Ce Dieu selon Gérard Manset, est plus à rechercher dans l'approche Bouddhiste, ou stoïcienne de la nature créatrice.
Combien de jours, de mois, d'années, me reste-t-il à vivre ? En ce dernier dimanche de février... débutant ce texte, sachant où je vais en venir, je me pose la question, en souriant à mon reflet sur un écran 5 pouces de smartphone.

Je me questionne, en ce beau et triste dimanche : quelles réactions causerait ma mort, ma mise en terre ? Qui serait vraiment effondré ? Qui aurait l'impression d'avoir oublié de me murmurer quelques phrases importantes ? Qui regretterait des choses, ou d'autres ?...
Il avait quel âge ? Ah c'est encore jeune, mais bon... Pour l'immense majorité des celle et ceux qui l'apprendraient, je ne serais qu'une vie éteinte parmi tant d'autres, dont l'absence ne se remarque même pas. C'est ainsi...

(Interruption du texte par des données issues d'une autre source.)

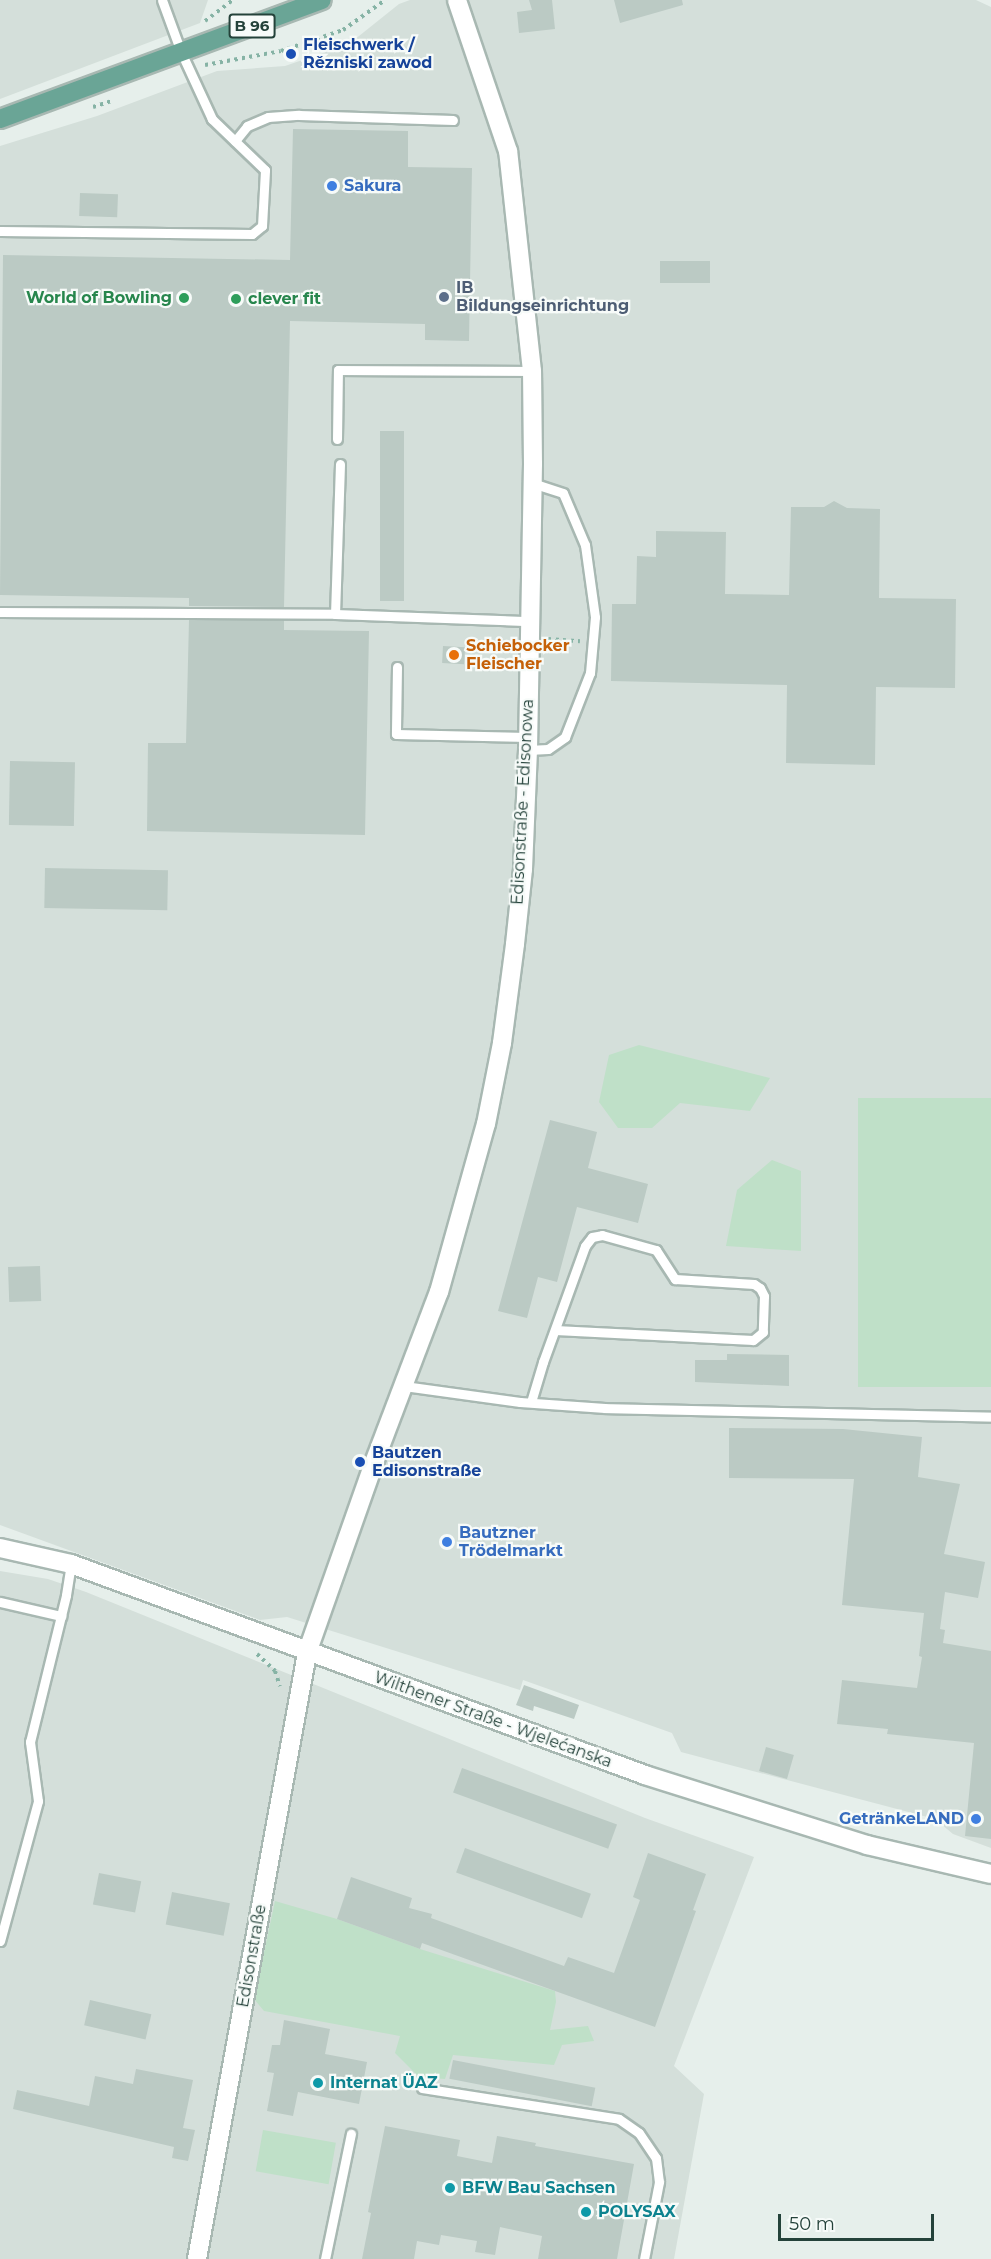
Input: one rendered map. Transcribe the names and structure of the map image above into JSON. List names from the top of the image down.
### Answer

La bibliothécaire de Montcuq s'empresserait peut-être d'acquérir une dizaine de mes livres. La mort fait vendre !
Le Président du Conseil Départemental se déplacerait peut-être... ou serait représenté... La petite église serait trop petite ou trop grande ? Quelqu'un fredonnerait peut-être "c'est la fin de ce monde-ci".
Tout dépend de la médiatisation de, l'événement ! Peut-être liée aux conditions de la disparition...

Je souris alors. Les yeux dans le vague. Ramené au 1er avril 2015. Nous étions 7, pour la mise en terre de Frédéric Dhuême, quelques années plus tôt intronisé "Sdf écrivain" par Thierry Ardisson.
Un journaliste de leur Dépêche m'avait informé de son décès... en me contactant pour me demander si je le confirmais... Oui, j'étais l'un des rares avec qui Frédéric était resté en contact, durant ses dernières semaines... Nous causions souvent d'édition, ma voie lui semblait la bonne... Il n'en aura pas eu le temps... 42 ans seulement. Jacques Brel en avait 49.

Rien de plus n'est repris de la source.